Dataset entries
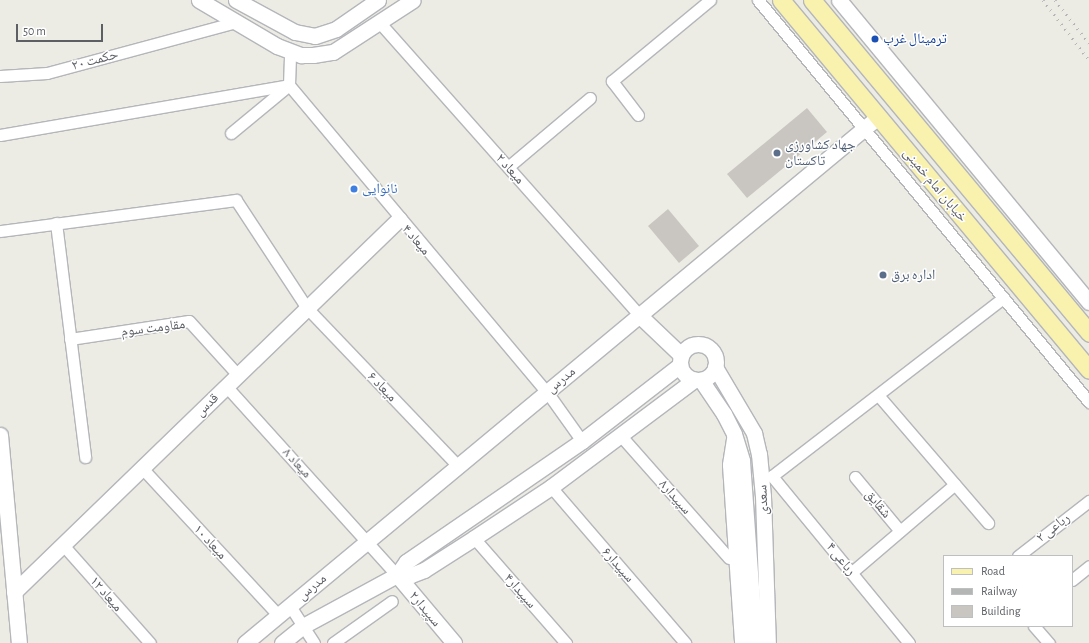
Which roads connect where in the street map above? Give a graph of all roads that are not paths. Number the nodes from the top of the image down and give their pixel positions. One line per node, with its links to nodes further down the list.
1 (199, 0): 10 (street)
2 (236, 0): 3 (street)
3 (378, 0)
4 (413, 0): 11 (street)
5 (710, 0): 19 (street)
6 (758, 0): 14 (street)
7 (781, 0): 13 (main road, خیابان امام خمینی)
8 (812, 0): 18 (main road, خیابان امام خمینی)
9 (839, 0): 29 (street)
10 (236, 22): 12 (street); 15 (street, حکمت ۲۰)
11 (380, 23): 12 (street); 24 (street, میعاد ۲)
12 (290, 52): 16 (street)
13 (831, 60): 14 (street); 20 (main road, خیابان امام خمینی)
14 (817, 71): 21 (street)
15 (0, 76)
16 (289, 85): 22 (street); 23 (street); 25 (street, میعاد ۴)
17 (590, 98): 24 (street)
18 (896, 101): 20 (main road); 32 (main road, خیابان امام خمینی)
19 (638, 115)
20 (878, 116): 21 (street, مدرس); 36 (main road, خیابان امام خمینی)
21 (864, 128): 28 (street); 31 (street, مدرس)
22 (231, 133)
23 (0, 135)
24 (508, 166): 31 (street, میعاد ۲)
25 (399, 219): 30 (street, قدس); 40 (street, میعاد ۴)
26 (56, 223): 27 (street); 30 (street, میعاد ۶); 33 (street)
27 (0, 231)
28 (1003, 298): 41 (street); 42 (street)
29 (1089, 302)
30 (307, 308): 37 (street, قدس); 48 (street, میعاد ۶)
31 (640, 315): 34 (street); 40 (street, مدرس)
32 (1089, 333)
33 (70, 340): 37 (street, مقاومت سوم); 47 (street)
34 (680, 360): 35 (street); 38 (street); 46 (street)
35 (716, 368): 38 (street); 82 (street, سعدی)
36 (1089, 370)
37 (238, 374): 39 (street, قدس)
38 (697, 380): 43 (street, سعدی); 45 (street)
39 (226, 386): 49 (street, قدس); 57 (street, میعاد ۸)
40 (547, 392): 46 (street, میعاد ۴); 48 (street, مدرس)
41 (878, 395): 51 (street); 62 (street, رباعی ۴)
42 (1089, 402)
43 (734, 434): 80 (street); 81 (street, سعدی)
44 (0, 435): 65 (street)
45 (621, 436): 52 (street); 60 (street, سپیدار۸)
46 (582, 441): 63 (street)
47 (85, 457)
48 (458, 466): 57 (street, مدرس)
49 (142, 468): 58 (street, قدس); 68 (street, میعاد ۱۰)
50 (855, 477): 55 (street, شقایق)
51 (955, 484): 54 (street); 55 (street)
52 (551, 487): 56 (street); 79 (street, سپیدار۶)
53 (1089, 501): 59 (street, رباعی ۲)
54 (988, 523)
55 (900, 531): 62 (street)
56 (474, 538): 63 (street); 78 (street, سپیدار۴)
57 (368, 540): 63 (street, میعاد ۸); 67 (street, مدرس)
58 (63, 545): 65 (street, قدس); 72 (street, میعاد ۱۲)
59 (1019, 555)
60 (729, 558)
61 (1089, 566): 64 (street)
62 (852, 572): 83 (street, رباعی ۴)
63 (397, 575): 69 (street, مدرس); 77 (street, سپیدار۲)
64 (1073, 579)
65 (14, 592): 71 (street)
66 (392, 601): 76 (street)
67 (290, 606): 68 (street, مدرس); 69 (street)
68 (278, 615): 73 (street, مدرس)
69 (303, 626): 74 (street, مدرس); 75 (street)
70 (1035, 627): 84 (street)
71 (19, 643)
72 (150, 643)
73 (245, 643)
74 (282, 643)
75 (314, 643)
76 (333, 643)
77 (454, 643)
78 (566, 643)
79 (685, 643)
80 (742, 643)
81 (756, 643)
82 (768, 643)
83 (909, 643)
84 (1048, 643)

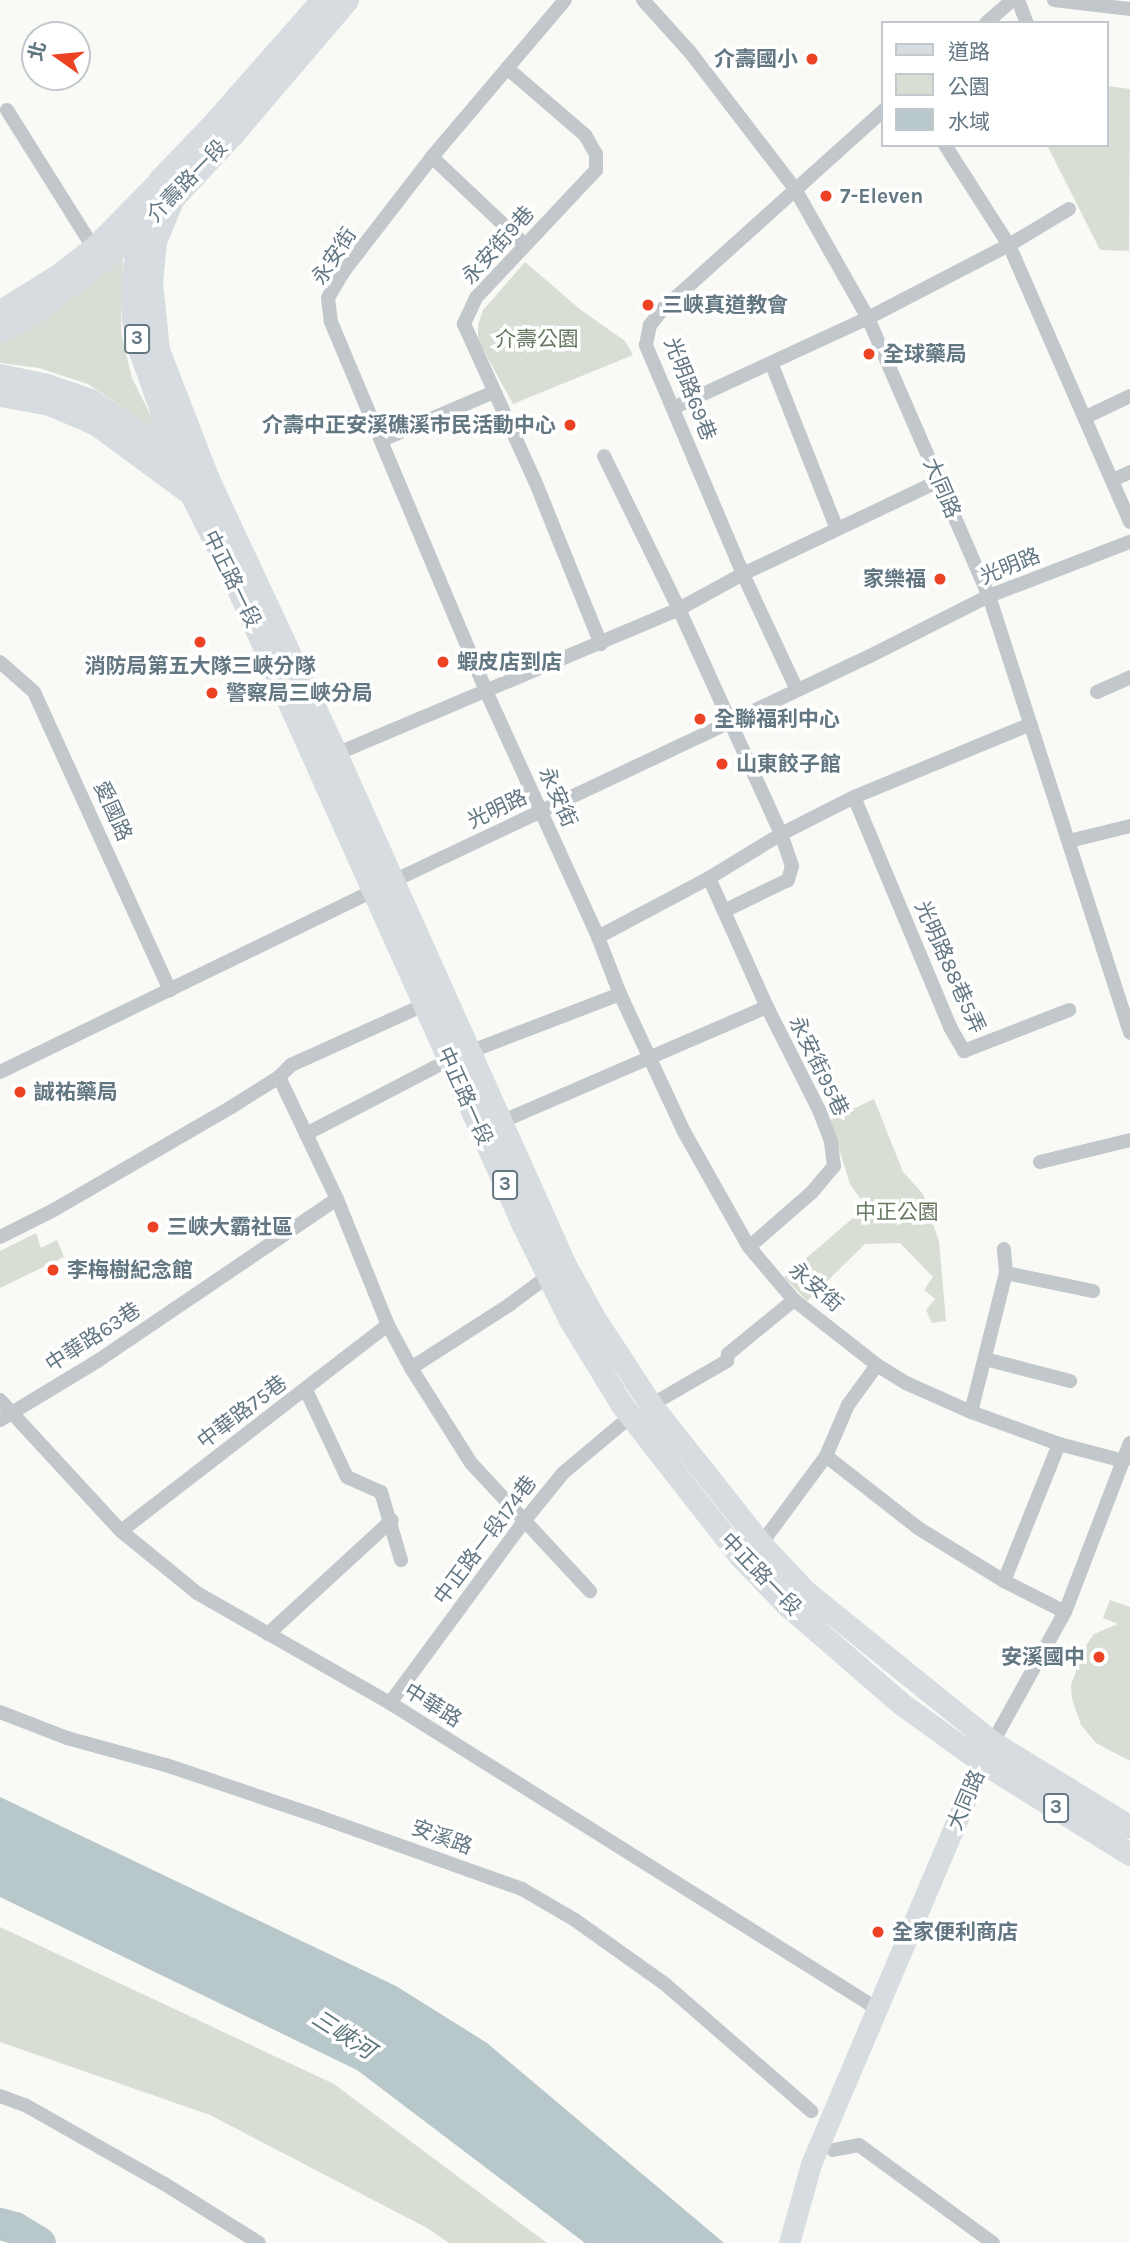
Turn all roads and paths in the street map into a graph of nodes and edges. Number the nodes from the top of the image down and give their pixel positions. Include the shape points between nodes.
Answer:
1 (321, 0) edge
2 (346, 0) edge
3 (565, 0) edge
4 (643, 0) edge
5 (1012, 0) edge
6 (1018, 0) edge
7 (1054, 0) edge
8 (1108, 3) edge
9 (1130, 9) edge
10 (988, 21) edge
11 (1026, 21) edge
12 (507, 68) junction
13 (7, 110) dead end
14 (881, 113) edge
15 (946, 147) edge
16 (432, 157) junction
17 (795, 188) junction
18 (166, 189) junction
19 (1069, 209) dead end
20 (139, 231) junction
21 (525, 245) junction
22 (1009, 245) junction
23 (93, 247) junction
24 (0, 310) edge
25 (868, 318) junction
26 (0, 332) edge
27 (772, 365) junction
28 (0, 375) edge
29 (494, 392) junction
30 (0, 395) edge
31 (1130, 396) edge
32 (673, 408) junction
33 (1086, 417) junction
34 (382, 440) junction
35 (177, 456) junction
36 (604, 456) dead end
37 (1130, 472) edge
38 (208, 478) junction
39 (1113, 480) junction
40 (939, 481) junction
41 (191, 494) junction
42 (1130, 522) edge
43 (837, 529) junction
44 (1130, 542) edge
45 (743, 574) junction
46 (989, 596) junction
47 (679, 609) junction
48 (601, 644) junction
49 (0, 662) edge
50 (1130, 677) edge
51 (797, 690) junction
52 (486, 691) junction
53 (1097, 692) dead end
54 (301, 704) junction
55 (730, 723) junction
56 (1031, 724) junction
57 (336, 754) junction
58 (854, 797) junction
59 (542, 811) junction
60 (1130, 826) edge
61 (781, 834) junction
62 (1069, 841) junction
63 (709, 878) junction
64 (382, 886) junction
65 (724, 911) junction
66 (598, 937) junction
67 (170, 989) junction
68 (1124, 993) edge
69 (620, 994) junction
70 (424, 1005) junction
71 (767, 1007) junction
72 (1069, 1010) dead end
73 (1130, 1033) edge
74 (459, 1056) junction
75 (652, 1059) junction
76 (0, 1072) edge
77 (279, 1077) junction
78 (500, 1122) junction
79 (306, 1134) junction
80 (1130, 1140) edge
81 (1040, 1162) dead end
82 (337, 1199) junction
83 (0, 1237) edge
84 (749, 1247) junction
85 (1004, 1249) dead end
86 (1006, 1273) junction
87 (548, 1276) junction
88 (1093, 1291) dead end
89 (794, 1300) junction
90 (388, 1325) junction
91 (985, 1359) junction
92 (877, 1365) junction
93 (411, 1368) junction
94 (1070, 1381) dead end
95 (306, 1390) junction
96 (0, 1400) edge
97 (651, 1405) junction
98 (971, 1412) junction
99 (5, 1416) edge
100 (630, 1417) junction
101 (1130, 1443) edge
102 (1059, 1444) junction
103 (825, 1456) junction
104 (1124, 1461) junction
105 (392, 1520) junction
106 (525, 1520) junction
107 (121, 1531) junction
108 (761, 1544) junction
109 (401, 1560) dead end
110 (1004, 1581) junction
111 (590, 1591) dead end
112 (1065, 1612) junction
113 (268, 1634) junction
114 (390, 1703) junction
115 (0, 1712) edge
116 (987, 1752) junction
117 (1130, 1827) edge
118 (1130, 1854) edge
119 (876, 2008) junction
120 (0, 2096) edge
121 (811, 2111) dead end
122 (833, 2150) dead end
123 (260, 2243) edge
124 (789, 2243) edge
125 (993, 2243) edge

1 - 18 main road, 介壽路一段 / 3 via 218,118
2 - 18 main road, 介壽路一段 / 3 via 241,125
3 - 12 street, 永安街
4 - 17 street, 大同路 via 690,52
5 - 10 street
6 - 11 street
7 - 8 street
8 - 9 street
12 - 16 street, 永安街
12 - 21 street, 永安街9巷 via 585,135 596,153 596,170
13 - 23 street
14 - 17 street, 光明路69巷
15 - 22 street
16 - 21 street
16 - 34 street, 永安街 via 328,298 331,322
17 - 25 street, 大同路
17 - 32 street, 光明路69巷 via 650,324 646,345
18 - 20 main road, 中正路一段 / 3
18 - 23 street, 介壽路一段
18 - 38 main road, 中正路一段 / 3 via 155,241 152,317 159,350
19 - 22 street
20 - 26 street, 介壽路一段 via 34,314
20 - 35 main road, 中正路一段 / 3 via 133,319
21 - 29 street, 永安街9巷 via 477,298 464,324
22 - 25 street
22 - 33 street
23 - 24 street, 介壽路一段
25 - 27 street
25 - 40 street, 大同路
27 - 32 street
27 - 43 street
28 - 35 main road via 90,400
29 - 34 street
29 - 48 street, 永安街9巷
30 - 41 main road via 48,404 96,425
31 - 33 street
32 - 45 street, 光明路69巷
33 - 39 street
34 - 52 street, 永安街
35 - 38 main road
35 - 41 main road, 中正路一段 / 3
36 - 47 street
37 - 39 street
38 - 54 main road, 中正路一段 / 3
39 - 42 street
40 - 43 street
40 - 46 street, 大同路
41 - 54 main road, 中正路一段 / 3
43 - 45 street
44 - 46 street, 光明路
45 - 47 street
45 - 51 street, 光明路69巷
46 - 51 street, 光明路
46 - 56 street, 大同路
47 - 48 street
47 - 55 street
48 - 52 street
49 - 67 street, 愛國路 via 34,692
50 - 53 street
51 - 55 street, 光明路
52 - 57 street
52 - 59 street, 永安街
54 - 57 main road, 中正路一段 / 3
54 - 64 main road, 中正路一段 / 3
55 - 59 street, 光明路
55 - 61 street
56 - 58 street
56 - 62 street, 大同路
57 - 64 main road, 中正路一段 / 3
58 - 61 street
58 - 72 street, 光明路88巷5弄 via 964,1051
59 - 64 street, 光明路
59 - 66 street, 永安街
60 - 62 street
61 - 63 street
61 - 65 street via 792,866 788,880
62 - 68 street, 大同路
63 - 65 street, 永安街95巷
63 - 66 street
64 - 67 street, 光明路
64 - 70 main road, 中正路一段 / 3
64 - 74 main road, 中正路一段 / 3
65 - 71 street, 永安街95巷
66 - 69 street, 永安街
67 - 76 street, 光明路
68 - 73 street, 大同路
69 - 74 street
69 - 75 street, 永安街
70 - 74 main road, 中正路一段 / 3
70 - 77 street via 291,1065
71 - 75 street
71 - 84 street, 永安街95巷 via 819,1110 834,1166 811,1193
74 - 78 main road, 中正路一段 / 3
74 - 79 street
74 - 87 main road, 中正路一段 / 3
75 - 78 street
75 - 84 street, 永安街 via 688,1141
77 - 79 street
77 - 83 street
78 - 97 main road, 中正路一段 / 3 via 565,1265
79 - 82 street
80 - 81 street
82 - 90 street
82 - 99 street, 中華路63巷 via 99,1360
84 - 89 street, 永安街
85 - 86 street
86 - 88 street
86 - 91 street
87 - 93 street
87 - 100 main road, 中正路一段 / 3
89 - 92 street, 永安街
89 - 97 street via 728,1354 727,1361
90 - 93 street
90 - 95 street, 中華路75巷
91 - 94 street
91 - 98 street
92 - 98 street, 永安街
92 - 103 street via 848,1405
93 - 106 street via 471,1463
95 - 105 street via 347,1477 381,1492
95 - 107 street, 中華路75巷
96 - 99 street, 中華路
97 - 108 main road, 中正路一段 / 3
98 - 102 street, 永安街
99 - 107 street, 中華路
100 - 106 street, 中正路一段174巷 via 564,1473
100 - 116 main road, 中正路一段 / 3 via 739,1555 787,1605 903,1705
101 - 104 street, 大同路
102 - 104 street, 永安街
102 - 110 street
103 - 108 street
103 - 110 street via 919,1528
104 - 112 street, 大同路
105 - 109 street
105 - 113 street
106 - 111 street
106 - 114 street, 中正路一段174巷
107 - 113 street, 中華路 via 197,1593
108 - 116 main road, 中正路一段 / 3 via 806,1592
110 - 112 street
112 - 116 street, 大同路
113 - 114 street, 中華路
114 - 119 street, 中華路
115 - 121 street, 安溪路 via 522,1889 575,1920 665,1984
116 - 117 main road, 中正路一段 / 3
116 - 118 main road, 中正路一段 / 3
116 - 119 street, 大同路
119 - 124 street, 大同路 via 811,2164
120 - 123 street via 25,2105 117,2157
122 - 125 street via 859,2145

▸ HOW TO COMPLETE THIS TASK
Report how many lines in the records hold the word "سعدی", giving the number and nothing else.

▸ PROBLEM SOLUTION
3